Eles começaram, então, uma conversa pouco interessante, onde ele, a todo momento, se insinuava e ela esquivava. Os assuntos variavam, indo desde o tempo nessa noite até o cenário político atual – da época. Percebi de cara que eu, naquela encarnação, também era interessada em vários assuntos nos quais meninas, à rigor, não se interessam. E isso, particularmente parecia divertir o tal Sr. Collin. Enquanto Margarett falava com entusiasmo sobre suas idéias avançadas e feministas, ele parecia se entreter. Mas algo me disse que tudo era uma fachada, que ele não concordava com nada daquilo que ela dizia e que apenas balançava a cabeça para agradá-la, mas em todo seu fervor e inocência, ela não conseguiu enxergar isso.
- Cam, ele não está interessado nela, em mim, de verdade, não é? – perguntei pra ele que estava parado bem ao meu lado, assistindo à cena atentamente.
- Sim, ele está. – Cam respondeu um pouco friamente – Mas é apenas um interesse masculino, se é me entende.
Ele me lançou um olhar significativo e eu não precisei perguntar mais nada, algo em mim estava gritando, inquieto, filtrando as palavras dele e prevendo o que de ruim viria a seguir.
Como eu imaginei, o cara começou a se aproximar de mim – Margarett. Eu olhei desesperada para os lados e vi que eles estavam muito afastados da multidão da festa – como eu era estúpida, até naquela época! Aquele cara podia facilmente agarrá-la e fazer o que bem entendesse atrás daqueles arbustos ou até levá-la pra longe e ninguém veria nada.
- Cam! – eu sacudi os braços dele, desesperada – Aquele cara vai fazer mal a ela... a mim? – perguntei encarando-o.
Cam estava calmo, porém sério. Ele me olhou e disse:
- Luce, não esqueça que você está apenas assistindo o que já aconteceu. Você não pode intervir em nada.
- Eu sei, mas ele pode fazer alguma coisa... eu não quero ver.
- Fica tranqüila, não vai acontecer nada. – ele disse abrindo um discreto sorriso.
Voltei-me para a cena que se desenrolava a nossa frente. Collin estava perigosamente perto de Margarett, que já estava incomodada com toda essa proximidade.
- Eu preciso voltar, Sr. Collin. – ela disse educada enquanto se levantava do banco.

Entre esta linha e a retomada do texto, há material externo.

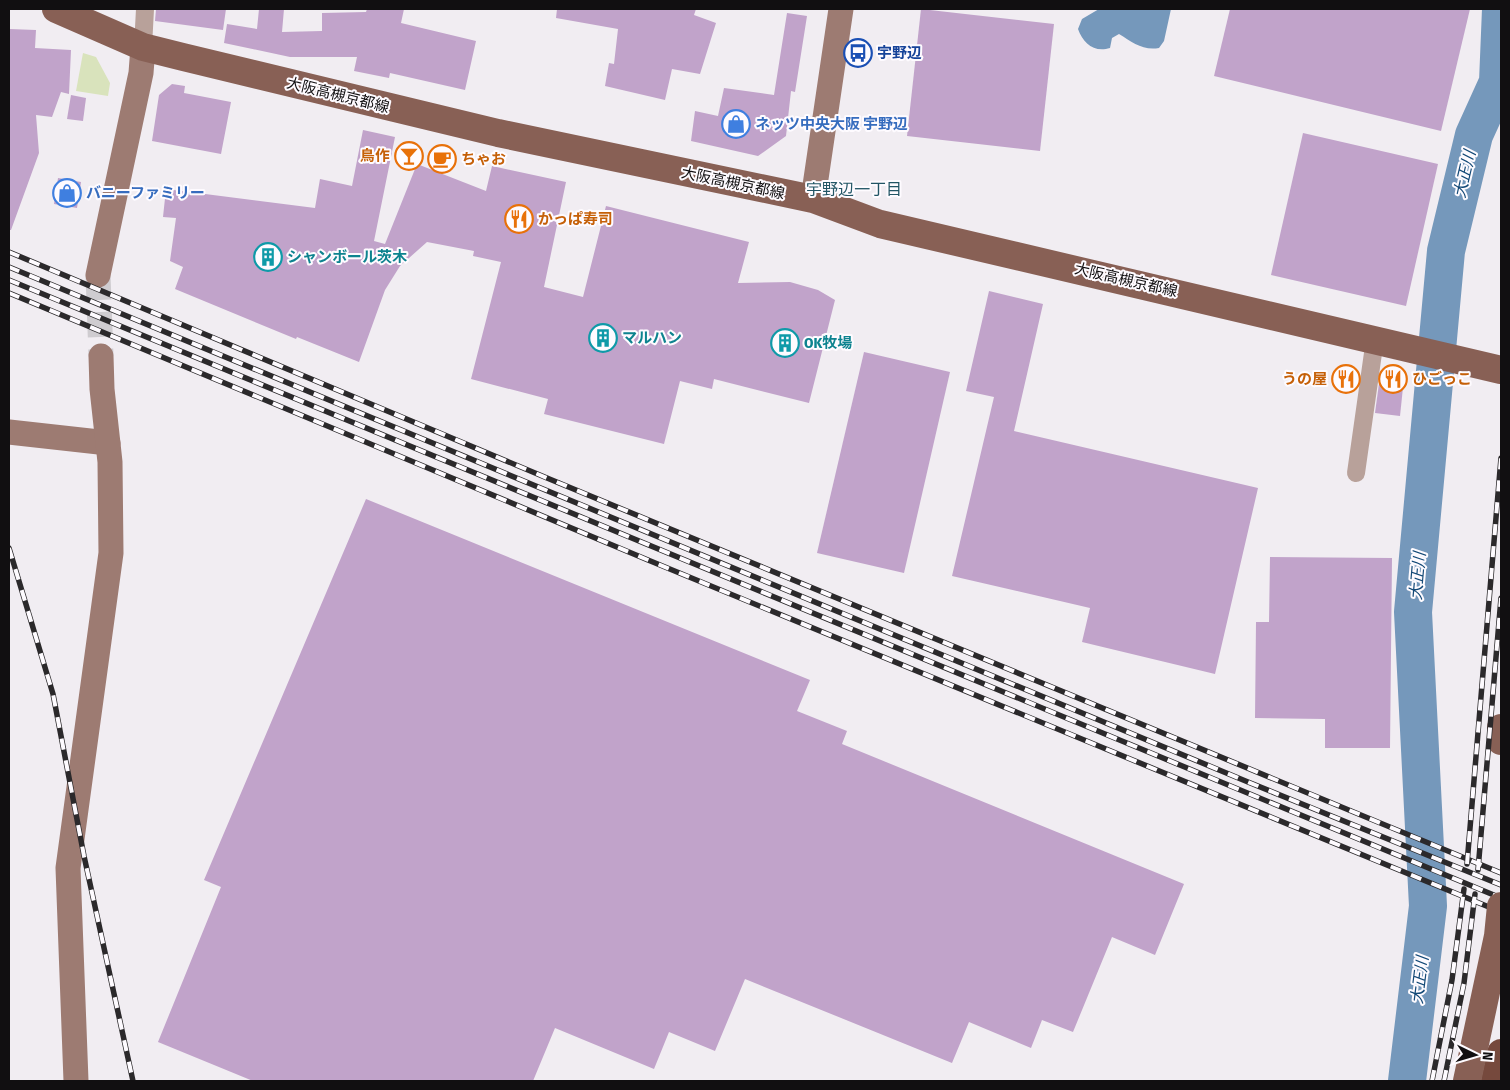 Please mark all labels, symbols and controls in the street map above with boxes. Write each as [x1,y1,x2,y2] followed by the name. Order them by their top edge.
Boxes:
[843,38,873,68] bus stop icon: 宇野辺
[877,44,922,62] place label: 宇野辺
[285,74,391,116] street label: 大阪高槻京都線
[721,109,751,139] shop icon: ネッツ中央大阪 宇野辺
[755,115,908,133] place label: ネッツ中央大阪 宇野辺
[394,141,424,171] bar icon: 鳥作
[427,144,457,174] cafe icon: ちゃお
[360,147,390,165] place label: 鳥作
[1450,147,1480,200] water label: 大正川
[461,150,506,168] place label: ちゃお
[680,163,786,203] street label: 大阪高槻京都線
[52,178,82,208] shop icon: バニーファミリー
[806,180,902,199] district label: 宇野辺一丁目
[86,184,205,202] place label: バニーファミリー
[504,204,534,234] restaurant icon: かっぱ寿司
[538,210,613,228] place label: かっぱ寿司
[253,242,283,272] building icon: シャンボール茨木
[287,248,407,266] place label: シャンボール茨木
[1073,259,1179,301] street label: 大阪高槻京都線
[588,323,618,353] building icon: マルハン
[770,328,800,358] building icon: OK牧場
[622,329,682,347] place label: マルハン
[804,334,852,352] place label: OK牧場
[1331,364,1361,394] restaurant icon: うの屋
[1378,364,1408,394] restaurant icon: ひごっこ
[1282,370,1327,388] place label: うの屋
[1412,370,1472,388] place label: ひごっこ
[1406,549,1429,601] water label: 大正川
[1407,953,1432,1005] water label: 大正川
[1450,1030,1500,1080] north arrow
[1479,1051,1496,1061] text: N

Ele estendeu a mão rapidamente e agarrou-a pelo braço. Ela se assustou – assim como eu.
- Por favor, Sr. Collin, está me machucando. – a voz dela já passava os traços de nervosismo.
- Eu já disse, Margarett – a voz fria e objetiva dele congelou minha espinha. Era como um jogo ganho – você tem total liberdade para me chamar de Paul. – Então esse era o nome do sujeito!
- Por favor, me solte. – ela insistiu, fazendo força para sair das mãos dele – Eu preciso voltar.
- Mas eu aprecio tanto sua companhia, não me deixe agora que estamos nos conhecendo melhor.
Ele se levantou e a diferença de altura, peso e força ficou muito mais evidente. Ele estava mostrando a ela quem estava no comando.
- Sr. Collin, se o Sr. Não me soltar agora eu vou...
- O quê? – ele interrompeu bruscamente, colando seu corpo ao dela – Vai fazer o que pobre criança?
Margarett fez força para se afastar, mas foi em vão, e quando ela abriu a boca para pedir ajuda, as mãos dele foram mais rápidas e a impediram.
- Se você gritar, eu juro que quebro o seu lindo pescoçinho. – ameaçou ele já sem nenhum traço de educação.
O desespero dela era evidente agora e eu estava mais que aflita. Eu estava testemunhando uma cena de assédio e possível estupro e, o pior, era EU quem estava lá.
Paul jogou-a violentamente contra o banco e eu ouvi a cabeça dela bater contra o ferro. Ele jogou todo o peso do corpo sobre ela. Uma de suas mãos em seu pescoço e queixo e a outra entrou por baixo do vestido, esfregando-lhe as pernas.
- Você vai ser minha essa noite, Margarett. – ele falava/ sussurrava pra ela, que tentava a todo custo se soltar.
Do meu ponto de vista eu achei que ele estava pressionando tanto o pescoço dela, que o ar já estava começando a ficar escasso. Logo minha hipótese foi confirmada, ela tentava tossir e
respirar ao mesmo tempo e as mãos dela que antes forçavam o peito dele pra longe, já estava perdendo as forças. Ela estava muito vulnerável.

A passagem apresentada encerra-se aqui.